ASSIGNED TASK
Repeat nothing but the lines below running from the one containing "void draw(SkCanvas* canvas)" to the one containing "SkRect::MakeXYWH(248, 82, 27, 27), SkSamplingOptions());". Keep both end lines.

-------------------------

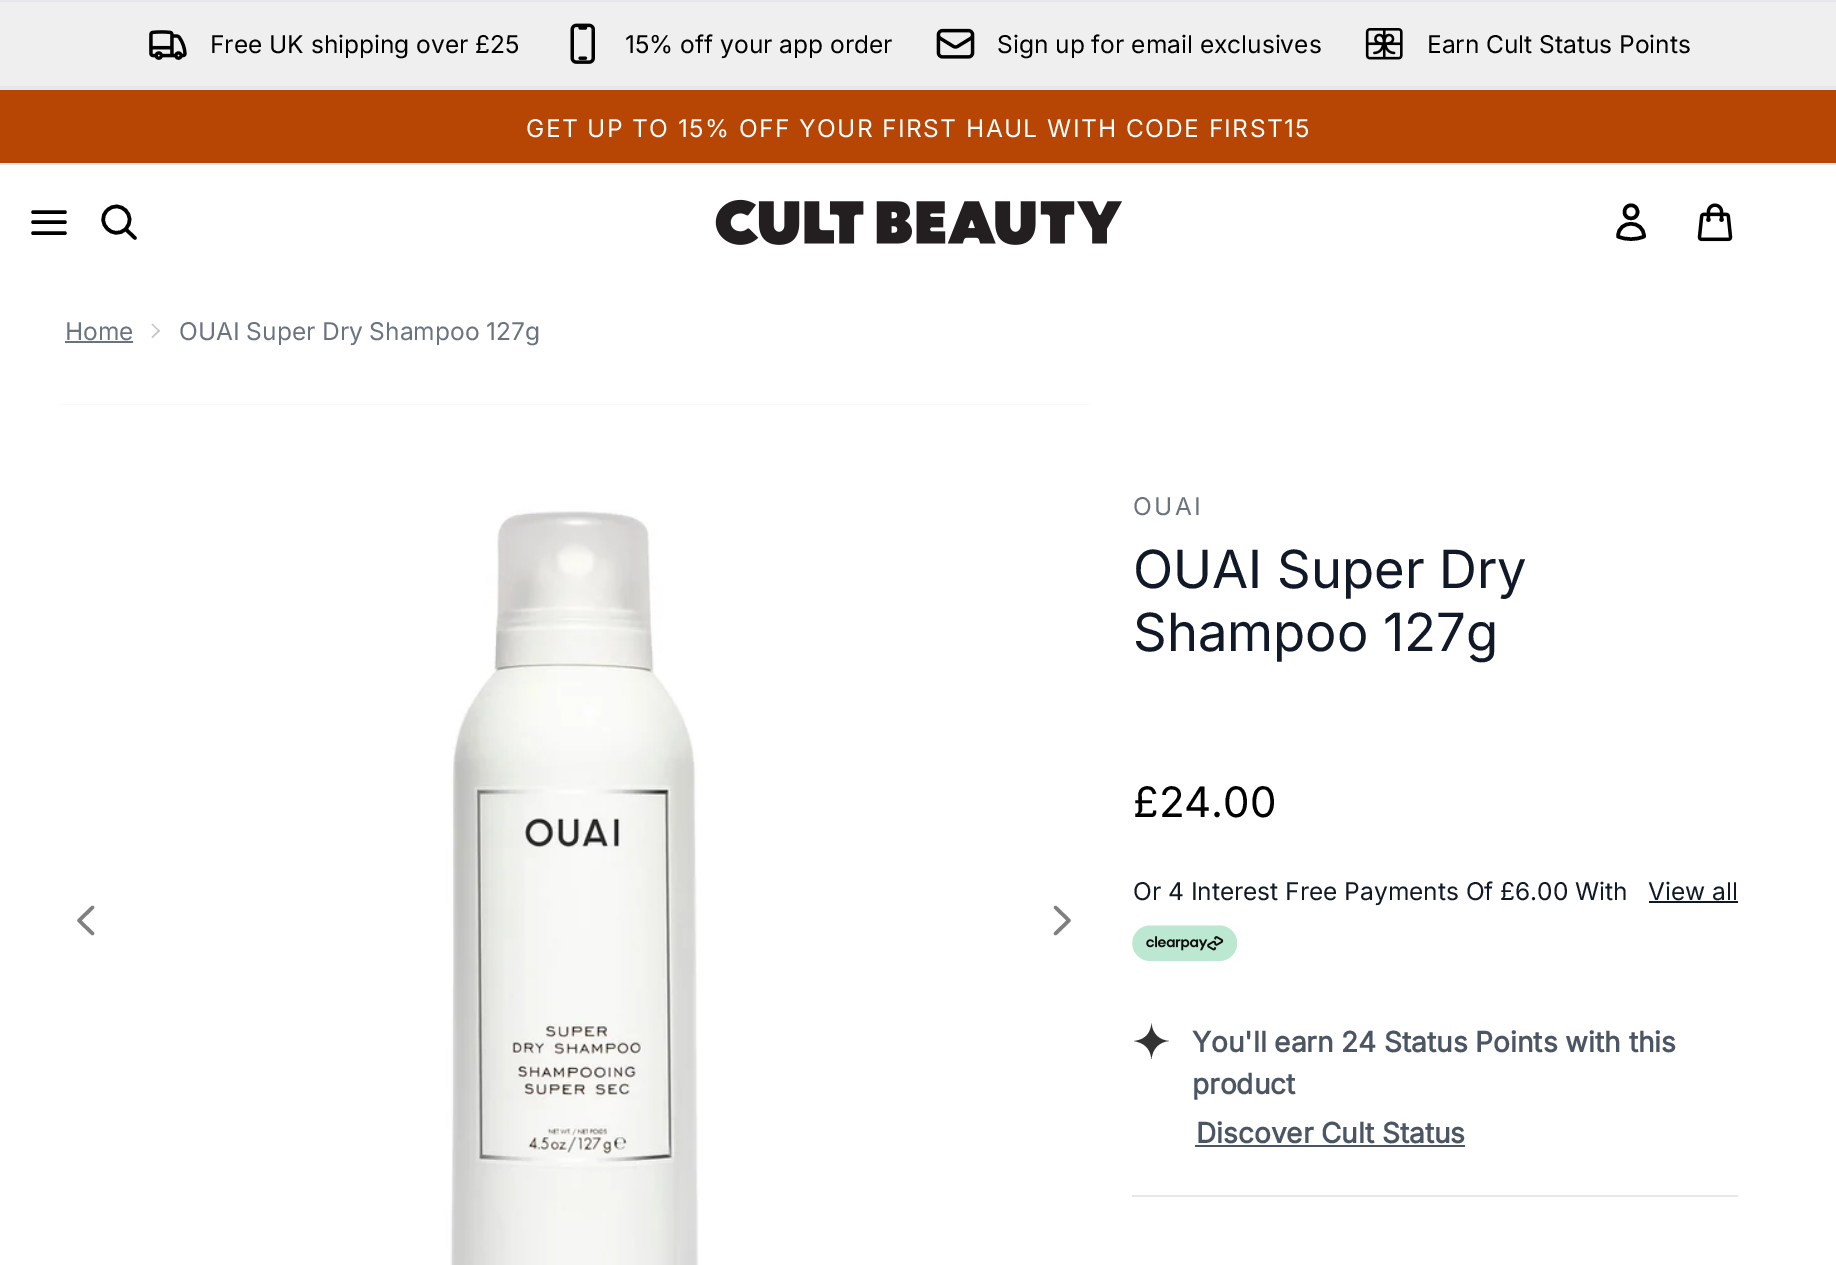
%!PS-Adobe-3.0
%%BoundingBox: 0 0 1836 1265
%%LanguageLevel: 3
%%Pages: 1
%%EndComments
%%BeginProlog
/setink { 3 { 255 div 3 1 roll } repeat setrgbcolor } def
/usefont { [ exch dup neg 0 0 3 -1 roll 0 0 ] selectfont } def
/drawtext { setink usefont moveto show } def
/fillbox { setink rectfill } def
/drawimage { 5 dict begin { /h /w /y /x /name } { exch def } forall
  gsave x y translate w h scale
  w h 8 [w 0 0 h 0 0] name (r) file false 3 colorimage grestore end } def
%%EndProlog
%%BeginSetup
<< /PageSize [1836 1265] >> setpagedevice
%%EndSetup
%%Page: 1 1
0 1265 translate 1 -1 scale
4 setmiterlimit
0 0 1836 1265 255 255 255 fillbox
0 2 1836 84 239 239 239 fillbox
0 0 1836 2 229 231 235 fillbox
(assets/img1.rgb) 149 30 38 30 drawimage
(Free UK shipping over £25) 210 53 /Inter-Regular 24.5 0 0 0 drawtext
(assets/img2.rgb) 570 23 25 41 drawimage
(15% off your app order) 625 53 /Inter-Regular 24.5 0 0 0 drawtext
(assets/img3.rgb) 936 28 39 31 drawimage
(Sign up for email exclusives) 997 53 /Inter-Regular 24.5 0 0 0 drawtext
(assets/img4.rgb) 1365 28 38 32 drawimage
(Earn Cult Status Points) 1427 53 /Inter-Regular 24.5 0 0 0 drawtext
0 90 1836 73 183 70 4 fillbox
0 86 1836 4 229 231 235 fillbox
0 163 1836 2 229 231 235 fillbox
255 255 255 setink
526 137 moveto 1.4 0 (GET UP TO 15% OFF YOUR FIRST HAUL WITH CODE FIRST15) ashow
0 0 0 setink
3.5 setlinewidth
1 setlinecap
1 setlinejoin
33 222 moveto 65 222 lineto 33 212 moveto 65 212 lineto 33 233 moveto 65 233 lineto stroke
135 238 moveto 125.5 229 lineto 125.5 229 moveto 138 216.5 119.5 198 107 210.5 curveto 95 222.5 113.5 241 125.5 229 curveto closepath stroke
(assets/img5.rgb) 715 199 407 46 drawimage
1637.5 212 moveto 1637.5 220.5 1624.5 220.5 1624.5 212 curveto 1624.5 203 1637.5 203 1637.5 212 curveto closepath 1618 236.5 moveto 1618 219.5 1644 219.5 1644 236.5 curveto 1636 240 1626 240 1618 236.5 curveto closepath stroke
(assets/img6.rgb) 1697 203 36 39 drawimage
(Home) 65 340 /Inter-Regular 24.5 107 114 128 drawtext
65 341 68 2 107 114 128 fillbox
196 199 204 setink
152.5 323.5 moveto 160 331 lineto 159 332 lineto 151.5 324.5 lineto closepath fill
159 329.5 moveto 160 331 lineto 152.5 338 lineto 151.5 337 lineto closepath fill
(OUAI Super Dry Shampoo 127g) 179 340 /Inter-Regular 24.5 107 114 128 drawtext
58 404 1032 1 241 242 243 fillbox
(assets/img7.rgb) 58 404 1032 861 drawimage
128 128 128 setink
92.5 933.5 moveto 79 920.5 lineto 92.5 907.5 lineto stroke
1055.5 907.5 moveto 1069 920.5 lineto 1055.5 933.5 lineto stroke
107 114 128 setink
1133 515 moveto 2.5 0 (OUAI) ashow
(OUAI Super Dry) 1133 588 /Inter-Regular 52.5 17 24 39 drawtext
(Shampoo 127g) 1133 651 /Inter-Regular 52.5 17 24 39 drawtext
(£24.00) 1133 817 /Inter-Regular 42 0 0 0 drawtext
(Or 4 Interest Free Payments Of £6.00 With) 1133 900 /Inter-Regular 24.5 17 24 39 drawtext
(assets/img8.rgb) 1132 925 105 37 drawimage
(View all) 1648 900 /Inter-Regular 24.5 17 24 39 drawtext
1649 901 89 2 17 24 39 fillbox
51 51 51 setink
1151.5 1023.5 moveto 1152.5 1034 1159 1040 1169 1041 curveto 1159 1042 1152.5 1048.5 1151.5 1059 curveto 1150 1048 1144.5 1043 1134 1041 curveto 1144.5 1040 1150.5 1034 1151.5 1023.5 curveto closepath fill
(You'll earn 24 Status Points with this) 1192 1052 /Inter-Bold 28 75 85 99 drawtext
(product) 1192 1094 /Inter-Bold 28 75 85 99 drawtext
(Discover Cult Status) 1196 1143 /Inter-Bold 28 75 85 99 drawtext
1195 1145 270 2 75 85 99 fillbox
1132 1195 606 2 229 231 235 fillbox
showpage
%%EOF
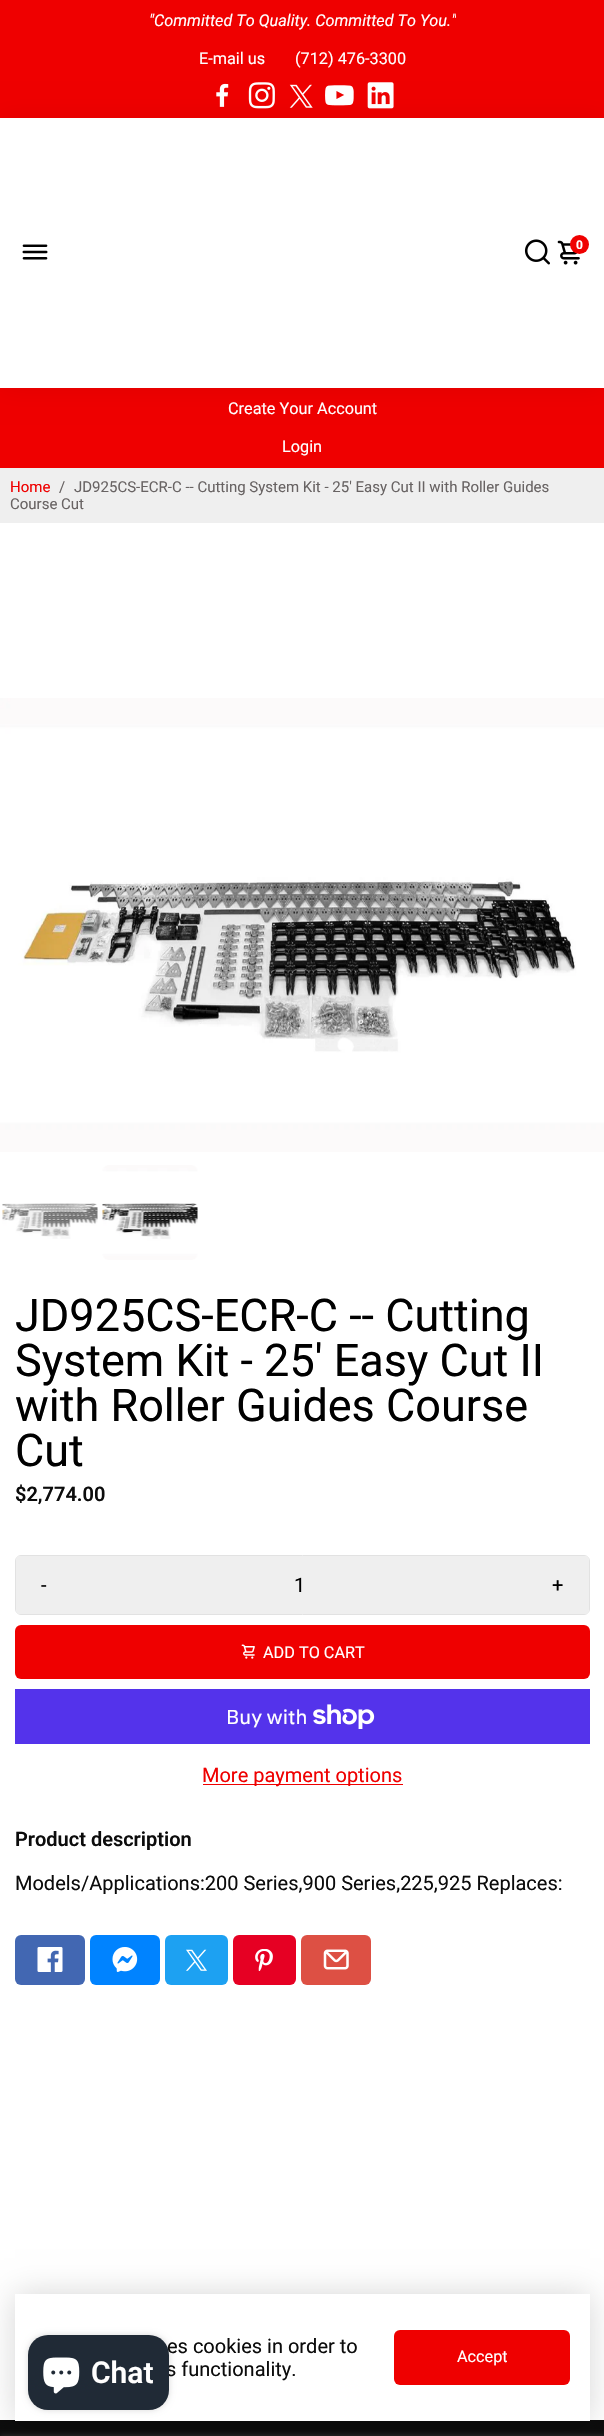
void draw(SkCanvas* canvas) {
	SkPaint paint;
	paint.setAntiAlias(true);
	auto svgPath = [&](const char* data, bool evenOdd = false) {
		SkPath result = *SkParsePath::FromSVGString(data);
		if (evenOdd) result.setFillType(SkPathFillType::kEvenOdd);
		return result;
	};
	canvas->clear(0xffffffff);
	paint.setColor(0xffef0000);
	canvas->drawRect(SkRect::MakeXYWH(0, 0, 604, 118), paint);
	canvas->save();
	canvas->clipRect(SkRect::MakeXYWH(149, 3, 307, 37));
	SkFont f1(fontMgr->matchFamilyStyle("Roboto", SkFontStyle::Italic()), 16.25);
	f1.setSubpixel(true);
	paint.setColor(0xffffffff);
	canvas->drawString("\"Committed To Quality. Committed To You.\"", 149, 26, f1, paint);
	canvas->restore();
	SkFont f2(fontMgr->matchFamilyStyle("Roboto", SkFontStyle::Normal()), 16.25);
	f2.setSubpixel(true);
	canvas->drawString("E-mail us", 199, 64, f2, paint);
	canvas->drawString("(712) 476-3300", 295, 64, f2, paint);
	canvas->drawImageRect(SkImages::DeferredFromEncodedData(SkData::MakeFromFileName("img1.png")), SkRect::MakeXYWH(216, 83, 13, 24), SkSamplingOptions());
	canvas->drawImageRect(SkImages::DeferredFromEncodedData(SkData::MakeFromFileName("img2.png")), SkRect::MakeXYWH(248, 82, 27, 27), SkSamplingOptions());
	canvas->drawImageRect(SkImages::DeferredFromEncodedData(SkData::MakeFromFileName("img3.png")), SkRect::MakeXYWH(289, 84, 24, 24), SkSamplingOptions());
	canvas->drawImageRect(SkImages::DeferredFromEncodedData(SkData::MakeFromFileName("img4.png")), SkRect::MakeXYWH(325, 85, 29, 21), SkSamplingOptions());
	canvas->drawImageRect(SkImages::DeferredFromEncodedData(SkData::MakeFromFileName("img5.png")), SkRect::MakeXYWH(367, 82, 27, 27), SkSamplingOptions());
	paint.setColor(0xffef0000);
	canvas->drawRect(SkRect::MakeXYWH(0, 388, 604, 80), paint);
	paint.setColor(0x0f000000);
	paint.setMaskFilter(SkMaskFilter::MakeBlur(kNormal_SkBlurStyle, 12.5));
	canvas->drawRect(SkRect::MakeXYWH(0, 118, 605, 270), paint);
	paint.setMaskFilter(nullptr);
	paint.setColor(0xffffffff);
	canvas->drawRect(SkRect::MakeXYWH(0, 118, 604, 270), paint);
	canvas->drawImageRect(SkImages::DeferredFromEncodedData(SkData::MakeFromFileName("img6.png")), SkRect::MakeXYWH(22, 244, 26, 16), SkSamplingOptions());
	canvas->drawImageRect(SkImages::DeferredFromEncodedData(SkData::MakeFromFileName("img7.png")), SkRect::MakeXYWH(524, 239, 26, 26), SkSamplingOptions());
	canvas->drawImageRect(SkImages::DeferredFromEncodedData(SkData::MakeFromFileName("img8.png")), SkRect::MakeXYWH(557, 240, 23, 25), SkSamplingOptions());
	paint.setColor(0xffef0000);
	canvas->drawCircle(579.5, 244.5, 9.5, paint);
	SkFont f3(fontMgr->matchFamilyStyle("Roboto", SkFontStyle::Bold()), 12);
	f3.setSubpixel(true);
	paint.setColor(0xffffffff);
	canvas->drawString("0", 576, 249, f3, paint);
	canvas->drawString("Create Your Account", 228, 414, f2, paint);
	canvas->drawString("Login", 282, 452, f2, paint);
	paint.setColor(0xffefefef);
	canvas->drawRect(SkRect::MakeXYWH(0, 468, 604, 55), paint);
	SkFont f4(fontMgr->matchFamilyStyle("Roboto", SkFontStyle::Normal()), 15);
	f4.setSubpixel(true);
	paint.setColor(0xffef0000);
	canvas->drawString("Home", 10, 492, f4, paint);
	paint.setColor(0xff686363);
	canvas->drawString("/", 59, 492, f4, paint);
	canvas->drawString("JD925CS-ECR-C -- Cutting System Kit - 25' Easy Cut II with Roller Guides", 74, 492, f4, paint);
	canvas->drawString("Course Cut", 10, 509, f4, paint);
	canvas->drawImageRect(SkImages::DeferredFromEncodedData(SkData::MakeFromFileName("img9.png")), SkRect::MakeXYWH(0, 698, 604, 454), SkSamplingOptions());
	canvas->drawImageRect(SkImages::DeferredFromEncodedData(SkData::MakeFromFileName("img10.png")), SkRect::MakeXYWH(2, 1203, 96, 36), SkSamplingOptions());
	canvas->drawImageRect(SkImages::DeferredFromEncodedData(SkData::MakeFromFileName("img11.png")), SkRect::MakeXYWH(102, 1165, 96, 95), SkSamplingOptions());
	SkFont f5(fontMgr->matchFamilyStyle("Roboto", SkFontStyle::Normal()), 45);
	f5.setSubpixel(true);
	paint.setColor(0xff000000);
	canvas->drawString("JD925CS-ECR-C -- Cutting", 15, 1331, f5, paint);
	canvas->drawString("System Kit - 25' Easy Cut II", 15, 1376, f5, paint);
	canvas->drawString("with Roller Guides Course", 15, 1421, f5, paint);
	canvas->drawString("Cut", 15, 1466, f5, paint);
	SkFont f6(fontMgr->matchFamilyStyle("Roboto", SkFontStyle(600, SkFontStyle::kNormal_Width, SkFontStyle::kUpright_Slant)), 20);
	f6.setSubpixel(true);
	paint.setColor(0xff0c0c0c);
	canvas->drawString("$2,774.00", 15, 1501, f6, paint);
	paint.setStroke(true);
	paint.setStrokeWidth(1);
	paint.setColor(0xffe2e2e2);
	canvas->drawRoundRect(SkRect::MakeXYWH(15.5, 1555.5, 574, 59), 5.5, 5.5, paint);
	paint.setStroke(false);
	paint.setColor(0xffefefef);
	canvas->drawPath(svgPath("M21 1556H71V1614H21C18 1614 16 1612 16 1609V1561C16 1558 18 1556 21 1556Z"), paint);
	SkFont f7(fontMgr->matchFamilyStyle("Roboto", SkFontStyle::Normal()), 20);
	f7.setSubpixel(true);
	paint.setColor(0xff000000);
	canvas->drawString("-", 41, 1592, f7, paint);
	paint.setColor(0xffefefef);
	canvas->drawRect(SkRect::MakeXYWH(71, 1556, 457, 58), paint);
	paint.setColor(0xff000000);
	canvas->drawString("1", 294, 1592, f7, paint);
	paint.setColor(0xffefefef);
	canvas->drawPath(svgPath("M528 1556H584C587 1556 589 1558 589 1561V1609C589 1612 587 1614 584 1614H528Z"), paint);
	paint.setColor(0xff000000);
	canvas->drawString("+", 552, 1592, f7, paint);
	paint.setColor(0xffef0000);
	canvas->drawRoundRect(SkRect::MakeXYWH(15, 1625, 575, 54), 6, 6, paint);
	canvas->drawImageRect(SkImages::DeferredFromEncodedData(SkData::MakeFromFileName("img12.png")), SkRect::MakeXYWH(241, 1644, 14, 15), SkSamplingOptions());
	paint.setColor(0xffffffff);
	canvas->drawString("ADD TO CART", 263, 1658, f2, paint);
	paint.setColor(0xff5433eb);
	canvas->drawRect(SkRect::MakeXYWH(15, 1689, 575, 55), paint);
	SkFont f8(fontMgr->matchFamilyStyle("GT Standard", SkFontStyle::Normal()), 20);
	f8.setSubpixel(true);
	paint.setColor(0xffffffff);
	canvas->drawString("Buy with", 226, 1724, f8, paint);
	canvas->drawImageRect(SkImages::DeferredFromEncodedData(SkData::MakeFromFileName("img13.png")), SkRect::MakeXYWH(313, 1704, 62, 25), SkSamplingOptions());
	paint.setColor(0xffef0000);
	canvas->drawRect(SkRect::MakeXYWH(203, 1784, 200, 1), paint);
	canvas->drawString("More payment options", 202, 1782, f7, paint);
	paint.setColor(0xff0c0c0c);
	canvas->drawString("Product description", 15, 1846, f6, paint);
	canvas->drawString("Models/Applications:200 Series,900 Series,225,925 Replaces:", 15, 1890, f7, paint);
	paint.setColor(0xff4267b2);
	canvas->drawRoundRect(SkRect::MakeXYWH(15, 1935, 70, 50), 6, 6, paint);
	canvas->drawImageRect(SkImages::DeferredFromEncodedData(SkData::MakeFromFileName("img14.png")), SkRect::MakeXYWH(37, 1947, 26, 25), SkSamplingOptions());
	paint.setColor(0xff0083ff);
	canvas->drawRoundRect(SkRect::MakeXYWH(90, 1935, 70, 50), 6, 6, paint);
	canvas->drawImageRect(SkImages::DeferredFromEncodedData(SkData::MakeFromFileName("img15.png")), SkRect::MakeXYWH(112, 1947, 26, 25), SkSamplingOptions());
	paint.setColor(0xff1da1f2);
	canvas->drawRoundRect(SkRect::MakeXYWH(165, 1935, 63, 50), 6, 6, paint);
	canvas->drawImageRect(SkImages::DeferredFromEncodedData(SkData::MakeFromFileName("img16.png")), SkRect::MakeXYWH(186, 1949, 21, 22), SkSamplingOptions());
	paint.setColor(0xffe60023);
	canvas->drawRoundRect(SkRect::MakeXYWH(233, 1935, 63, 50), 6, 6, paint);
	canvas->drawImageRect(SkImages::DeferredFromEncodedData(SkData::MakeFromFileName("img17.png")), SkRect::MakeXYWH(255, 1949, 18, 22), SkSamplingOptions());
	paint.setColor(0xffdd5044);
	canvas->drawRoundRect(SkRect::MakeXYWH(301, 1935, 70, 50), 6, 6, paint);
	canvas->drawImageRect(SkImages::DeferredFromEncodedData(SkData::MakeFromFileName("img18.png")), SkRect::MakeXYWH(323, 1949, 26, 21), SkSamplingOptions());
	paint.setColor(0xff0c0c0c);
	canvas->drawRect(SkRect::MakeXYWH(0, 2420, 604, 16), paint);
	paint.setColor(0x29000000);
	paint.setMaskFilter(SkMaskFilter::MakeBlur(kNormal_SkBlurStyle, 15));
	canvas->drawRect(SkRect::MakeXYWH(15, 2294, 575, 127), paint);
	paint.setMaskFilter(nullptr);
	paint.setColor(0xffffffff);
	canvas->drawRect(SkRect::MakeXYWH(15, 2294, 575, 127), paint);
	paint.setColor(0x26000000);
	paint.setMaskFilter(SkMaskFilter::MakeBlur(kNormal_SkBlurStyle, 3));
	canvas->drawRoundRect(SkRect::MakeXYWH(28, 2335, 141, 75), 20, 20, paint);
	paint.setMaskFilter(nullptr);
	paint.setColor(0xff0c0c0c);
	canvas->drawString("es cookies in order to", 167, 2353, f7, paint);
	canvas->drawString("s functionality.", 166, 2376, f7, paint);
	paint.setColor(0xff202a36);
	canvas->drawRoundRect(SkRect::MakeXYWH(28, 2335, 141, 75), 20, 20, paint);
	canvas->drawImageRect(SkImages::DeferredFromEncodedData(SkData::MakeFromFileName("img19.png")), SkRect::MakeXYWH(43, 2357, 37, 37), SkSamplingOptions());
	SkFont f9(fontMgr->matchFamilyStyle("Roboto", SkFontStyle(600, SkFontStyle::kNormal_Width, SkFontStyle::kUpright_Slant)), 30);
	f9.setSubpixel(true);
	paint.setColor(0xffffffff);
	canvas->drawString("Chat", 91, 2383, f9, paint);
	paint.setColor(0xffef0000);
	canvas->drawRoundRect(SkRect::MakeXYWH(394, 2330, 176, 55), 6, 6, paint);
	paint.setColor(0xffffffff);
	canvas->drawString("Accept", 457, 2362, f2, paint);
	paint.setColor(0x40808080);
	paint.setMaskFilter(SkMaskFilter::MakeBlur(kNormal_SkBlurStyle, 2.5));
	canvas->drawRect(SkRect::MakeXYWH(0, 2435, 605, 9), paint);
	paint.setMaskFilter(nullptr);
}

-------------------------

FINAL ANSWER
void draw(SkCanvas* canvas) {
	SkPaint paint;
	paint.setAntiAlias(true);
	auto svgPath = [&](const char* data, bool evenOdd = false) {
		SkPath result = *SkParsePath::FromSVGString(data);
		if (evenOdd) result.setFillType(SkPathFillType::kEvenOdd);
		return result;
	};
	canvas->clear(0xffffffff);
	paint.setColor(0xffef0000);
	canvas->drawRect(SkRect::MakeXYWH(0, 0, 604, 118), paint);
	canvas->save();
	canvas->clipRect(SkRect::MakeXYWH(149, 3, 307, 37));
	SkFont f1(fontMgr->matchFamilyStyle("Roboto", SkFontStyle::Italic()), 16.25);
	f1.setSubpixel(true);
	paint.setColor(0xffffffff);
	canvas->drawString("\"Committed To Quality. Committed To You.\"", 149, 26, f1, paint);
	canvas->restore();
	SkFont f2(fontMgr->matchFamilyStyle("Roboto", SkFontStyle::Normal()), 16.25);
	f2.setSubpixel(true);
	canvas->drawString("E-mail us", 199, 64, f2, paint);
	canvas->drawString("(712) 476-3300", 295, 64, f2, paint);
	canvas->drawImageRect(SkImages::DeferredFromEncodedData(SkData::MakeFromFileName("img1.png")), SkRect::MakeXYWH(216, 83, 13, 24), SkSamplingOptions());
	canvas->drawImageRect(SkImages::DeferredFromEncodedData(SkData::MakeFromFileName("img2.png")), SkRect::MakeXYWH(248, 82, 27, 27), SkSamplingOptions());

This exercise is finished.